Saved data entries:
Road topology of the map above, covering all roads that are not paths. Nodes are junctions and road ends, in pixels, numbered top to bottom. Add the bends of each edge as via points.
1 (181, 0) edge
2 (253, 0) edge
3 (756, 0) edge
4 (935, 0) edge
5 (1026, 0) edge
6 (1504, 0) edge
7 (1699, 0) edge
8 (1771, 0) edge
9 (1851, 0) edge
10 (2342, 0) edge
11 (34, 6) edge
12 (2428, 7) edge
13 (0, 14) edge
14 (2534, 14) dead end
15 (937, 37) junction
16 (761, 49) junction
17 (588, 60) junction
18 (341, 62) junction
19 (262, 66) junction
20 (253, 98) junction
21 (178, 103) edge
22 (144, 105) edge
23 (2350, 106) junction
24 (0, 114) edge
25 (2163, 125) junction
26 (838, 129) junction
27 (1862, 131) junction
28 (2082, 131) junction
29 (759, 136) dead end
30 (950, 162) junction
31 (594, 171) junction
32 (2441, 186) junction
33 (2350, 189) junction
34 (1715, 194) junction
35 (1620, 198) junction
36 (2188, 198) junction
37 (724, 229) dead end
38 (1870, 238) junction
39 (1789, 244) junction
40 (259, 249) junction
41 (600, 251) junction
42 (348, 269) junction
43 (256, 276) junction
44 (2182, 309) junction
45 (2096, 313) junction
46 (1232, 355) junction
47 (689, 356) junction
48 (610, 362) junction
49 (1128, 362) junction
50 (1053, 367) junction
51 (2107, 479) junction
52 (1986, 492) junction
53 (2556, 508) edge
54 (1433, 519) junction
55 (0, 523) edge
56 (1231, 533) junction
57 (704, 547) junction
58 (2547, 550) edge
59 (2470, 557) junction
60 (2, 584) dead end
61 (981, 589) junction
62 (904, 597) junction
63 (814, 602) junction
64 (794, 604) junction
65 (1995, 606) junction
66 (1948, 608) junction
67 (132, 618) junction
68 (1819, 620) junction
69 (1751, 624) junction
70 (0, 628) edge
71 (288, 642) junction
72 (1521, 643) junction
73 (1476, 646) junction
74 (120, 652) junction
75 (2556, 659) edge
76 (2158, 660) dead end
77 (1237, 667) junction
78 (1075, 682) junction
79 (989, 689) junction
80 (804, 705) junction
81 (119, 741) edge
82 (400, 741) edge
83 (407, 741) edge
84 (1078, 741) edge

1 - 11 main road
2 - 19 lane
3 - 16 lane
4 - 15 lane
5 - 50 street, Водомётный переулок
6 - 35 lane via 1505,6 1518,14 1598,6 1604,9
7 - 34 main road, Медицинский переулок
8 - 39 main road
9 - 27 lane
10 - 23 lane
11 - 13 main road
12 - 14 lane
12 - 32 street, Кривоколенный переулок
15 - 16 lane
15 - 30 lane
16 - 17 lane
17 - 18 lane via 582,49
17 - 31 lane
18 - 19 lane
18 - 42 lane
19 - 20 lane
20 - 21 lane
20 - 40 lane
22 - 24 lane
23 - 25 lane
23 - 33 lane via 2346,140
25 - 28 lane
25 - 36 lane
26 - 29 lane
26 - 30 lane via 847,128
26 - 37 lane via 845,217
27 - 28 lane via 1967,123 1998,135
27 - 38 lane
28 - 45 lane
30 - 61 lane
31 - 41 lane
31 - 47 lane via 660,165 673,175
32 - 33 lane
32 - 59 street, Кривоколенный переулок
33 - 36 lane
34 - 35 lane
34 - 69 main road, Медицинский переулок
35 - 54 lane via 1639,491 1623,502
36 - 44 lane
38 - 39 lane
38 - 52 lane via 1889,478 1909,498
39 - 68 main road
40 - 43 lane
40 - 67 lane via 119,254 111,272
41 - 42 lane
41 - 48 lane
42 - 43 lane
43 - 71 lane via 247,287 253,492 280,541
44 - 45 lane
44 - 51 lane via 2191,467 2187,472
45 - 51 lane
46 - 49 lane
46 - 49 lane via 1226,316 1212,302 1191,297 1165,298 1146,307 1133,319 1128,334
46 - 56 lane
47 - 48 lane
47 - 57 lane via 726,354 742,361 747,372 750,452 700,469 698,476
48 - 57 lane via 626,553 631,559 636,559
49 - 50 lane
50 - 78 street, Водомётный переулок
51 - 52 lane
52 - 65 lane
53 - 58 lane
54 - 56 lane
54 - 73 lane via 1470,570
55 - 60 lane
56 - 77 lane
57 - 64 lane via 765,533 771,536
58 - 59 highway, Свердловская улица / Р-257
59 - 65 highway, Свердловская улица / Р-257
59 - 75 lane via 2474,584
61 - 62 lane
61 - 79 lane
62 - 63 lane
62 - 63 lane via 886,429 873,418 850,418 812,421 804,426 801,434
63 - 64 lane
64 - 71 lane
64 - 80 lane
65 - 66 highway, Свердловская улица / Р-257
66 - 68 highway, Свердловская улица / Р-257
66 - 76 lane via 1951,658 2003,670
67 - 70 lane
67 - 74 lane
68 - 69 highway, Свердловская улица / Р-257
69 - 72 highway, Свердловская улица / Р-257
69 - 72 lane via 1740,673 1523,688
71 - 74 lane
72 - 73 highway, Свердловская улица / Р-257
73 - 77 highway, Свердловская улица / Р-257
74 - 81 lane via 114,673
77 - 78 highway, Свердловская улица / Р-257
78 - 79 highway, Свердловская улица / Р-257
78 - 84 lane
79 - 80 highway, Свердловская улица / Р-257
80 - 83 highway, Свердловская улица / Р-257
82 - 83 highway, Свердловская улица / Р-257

— WHAT THIS TASK INVOLVES —
For the word "переулок", show every line of the entries that holds it.

— TASK RESULT —
5 - 50 street, Водомётный переулок
7 - 34 main road, Медицинский переулок
12 - 32 street, Кривоколенный переулок
32 - 59 street, Кривоколенный переулок
34 - 69 main road, Медицинский переулок
50 - 78 street, Водомётный переулок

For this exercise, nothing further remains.